BEGIN
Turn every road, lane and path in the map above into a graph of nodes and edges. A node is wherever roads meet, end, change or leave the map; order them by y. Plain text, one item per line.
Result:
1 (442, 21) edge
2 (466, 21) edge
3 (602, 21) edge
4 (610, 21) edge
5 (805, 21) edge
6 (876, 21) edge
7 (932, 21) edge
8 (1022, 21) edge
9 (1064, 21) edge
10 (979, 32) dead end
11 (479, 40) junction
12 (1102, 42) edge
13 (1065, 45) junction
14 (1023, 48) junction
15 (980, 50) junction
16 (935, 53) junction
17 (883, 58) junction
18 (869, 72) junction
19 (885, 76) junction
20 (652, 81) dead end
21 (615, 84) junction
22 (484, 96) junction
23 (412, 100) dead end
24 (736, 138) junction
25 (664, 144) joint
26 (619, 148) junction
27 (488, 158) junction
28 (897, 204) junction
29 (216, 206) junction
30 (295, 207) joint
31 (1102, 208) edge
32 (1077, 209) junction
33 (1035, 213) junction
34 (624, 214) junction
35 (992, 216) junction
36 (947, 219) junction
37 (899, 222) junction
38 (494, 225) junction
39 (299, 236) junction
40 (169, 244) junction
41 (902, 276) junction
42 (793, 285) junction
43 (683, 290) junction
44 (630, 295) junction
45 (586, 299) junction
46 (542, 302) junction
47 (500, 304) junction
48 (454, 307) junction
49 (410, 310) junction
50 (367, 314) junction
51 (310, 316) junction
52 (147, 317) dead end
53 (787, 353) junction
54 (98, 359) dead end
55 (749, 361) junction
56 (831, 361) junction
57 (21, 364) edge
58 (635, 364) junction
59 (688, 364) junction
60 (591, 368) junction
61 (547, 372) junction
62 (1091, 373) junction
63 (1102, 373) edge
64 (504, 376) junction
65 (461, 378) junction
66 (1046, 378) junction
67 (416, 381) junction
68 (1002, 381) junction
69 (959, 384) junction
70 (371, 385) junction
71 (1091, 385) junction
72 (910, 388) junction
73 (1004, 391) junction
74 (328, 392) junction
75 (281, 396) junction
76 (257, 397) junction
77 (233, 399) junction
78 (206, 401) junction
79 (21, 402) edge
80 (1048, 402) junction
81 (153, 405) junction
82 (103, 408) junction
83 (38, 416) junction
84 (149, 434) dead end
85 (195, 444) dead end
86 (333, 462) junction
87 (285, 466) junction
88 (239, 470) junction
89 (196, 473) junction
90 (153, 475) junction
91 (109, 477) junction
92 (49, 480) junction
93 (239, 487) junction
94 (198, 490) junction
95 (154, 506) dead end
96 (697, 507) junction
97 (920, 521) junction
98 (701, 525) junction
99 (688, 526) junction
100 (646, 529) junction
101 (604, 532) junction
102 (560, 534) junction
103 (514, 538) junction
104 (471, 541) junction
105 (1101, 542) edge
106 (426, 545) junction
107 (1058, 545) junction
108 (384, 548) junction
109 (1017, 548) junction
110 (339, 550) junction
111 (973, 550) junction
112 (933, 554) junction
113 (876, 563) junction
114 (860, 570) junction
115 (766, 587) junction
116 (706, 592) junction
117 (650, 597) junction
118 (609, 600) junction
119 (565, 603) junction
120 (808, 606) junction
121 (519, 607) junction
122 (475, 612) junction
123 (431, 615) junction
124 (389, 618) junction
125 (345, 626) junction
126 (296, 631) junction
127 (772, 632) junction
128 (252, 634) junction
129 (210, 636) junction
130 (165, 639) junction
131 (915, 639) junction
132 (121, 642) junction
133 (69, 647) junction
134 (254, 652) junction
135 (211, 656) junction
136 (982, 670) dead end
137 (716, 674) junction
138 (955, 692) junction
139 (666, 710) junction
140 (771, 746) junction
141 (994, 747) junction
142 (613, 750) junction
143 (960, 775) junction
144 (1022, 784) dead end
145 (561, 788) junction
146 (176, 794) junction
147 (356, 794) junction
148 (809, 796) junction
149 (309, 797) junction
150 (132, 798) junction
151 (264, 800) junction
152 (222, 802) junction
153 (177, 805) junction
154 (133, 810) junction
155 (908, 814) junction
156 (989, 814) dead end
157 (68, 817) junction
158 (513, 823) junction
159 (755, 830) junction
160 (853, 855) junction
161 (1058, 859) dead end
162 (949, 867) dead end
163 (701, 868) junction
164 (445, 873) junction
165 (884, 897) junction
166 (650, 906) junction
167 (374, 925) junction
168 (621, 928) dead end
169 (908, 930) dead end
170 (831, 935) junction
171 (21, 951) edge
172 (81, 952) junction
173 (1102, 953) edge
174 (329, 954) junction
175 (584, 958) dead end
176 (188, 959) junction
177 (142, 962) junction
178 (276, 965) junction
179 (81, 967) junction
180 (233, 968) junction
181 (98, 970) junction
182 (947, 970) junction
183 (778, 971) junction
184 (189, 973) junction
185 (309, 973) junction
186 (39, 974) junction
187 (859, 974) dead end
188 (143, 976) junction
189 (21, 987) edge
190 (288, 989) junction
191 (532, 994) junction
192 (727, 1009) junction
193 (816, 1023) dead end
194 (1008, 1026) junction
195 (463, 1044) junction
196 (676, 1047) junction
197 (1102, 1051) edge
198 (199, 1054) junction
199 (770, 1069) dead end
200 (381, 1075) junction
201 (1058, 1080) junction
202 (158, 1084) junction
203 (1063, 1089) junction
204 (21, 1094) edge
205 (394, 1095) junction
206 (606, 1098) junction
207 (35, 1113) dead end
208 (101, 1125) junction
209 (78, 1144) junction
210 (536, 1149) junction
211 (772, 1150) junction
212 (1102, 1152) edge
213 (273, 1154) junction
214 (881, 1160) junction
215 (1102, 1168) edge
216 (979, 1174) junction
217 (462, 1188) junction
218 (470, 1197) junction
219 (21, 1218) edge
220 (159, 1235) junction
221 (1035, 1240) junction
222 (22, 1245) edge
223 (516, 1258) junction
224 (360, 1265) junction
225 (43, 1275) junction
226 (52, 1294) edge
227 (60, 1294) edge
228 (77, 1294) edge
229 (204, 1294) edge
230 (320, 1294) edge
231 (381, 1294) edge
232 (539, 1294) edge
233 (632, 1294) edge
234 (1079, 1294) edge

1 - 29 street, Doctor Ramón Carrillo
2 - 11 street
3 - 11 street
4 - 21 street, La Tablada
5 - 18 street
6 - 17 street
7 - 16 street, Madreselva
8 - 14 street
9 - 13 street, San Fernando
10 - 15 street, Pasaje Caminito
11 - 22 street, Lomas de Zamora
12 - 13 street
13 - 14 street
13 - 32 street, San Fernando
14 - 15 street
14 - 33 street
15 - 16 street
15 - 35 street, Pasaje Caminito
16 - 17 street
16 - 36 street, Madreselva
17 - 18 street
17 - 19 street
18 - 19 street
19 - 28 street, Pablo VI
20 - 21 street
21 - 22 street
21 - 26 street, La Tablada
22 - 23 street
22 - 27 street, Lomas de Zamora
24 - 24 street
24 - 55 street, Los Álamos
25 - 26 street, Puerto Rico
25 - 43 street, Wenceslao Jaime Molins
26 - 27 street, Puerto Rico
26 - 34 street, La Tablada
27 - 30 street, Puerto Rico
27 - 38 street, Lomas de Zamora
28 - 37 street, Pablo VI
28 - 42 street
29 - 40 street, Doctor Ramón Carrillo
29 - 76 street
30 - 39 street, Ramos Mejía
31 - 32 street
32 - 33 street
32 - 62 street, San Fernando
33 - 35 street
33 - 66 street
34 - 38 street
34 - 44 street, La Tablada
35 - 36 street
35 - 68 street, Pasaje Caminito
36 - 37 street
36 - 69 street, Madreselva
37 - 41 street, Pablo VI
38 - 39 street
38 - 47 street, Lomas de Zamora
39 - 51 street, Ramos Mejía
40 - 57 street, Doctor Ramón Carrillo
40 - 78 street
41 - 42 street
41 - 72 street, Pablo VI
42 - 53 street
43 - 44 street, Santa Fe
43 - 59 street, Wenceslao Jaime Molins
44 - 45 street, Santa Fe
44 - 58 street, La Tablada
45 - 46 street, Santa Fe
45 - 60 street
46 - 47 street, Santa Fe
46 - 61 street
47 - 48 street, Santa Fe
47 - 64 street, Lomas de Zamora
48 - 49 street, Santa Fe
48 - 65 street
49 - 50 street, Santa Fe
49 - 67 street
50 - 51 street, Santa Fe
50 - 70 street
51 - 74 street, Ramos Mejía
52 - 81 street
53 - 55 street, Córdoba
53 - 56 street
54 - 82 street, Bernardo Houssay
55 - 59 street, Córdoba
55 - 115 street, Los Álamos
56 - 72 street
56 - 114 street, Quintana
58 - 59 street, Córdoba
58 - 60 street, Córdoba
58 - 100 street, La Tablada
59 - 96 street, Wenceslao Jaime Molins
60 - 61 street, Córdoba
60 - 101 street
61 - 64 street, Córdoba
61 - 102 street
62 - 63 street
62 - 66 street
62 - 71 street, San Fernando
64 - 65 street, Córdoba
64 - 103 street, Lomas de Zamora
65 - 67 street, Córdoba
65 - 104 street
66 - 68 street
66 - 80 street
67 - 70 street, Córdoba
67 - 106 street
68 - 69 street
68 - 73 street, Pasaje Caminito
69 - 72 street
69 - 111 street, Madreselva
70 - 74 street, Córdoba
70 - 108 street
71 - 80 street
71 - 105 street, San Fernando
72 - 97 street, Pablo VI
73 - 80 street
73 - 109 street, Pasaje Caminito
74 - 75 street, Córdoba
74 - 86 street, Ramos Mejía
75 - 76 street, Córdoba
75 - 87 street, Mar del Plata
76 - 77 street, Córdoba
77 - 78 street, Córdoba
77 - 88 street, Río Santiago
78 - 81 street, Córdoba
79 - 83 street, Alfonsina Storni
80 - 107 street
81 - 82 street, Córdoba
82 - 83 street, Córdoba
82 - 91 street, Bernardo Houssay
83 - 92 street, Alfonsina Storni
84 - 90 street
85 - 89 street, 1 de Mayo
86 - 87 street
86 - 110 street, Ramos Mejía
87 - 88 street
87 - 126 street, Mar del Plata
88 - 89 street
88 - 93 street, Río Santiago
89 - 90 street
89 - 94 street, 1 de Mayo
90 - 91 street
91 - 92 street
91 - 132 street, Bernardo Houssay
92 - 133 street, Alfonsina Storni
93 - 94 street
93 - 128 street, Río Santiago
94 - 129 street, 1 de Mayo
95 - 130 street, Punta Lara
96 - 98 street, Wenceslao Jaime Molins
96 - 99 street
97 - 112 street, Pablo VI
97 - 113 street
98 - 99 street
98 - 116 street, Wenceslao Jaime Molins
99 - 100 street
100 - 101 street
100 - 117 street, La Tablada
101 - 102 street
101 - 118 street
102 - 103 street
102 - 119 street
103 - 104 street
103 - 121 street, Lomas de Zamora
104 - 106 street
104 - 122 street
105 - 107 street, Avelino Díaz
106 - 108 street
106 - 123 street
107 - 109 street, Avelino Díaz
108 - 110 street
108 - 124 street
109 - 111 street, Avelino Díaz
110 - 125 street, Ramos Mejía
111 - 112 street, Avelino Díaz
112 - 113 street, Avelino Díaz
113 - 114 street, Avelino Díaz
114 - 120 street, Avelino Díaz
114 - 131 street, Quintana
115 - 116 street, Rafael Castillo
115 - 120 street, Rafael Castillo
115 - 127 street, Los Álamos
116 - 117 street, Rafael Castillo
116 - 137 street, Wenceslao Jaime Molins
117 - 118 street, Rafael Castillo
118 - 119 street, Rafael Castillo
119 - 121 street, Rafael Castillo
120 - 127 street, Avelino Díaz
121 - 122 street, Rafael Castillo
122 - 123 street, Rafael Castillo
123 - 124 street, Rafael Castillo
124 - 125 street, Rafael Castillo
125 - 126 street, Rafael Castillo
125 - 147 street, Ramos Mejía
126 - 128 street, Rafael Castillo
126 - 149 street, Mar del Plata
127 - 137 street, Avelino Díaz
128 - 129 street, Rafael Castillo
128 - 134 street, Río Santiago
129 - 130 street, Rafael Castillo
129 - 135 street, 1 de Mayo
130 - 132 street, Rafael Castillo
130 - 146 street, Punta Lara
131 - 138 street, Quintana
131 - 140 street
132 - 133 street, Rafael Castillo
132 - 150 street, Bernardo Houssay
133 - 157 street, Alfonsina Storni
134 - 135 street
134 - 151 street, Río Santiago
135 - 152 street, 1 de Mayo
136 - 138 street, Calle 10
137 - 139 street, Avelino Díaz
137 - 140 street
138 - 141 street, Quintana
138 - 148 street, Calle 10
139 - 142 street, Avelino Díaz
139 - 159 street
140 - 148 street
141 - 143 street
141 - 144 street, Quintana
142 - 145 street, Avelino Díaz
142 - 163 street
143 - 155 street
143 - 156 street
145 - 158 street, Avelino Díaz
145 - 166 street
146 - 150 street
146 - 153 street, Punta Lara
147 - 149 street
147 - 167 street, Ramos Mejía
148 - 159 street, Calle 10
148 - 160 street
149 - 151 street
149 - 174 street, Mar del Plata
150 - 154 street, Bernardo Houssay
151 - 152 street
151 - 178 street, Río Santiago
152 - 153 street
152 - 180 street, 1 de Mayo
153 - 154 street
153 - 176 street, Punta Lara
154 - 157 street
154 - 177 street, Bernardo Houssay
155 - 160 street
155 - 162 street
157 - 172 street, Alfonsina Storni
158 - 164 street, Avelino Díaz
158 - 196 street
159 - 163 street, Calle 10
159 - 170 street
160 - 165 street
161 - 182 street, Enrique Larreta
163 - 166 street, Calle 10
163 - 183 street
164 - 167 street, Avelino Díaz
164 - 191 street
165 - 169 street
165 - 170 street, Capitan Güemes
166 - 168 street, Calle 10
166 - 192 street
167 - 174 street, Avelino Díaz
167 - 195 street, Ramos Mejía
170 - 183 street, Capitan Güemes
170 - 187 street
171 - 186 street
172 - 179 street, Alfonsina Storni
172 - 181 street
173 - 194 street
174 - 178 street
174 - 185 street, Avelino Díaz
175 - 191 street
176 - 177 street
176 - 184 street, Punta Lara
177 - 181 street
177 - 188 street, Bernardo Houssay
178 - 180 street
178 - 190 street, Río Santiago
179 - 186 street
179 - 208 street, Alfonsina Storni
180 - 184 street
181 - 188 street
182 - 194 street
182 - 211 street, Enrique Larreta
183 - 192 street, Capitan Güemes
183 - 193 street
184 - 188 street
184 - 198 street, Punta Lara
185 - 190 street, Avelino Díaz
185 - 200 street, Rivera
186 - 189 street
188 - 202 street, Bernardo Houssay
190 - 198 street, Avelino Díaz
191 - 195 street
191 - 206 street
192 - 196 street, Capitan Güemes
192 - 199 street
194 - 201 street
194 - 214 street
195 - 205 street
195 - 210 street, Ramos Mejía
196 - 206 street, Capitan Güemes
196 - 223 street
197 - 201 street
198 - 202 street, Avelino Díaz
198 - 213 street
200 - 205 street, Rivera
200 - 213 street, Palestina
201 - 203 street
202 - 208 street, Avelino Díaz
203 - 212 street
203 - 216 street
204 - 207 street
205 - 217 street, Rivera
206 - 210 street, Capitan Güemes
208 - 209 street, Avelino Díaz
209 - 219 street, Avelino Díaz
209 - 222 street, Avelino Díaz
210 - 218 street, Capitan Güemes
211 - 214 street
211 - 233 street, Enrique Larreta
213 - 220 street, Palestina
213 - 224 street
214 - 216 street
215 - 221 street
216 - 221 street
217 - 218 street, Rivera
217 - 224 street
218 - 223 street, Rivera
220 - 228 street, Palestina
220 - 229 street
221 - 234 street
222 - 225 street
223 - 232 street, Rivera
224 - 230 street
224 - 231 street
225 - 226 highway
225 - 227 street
END
Look through the entries above and report each line where the string "Pablo" occurs.

19 - 28 street, Pablo VI
28 - 37 street, Pablo VI
37 - 41 street, Pablo VI
41 - 72 street, Pablo VI
72 - 97 street, Pablo VI
97 - 112 street, Pablo VI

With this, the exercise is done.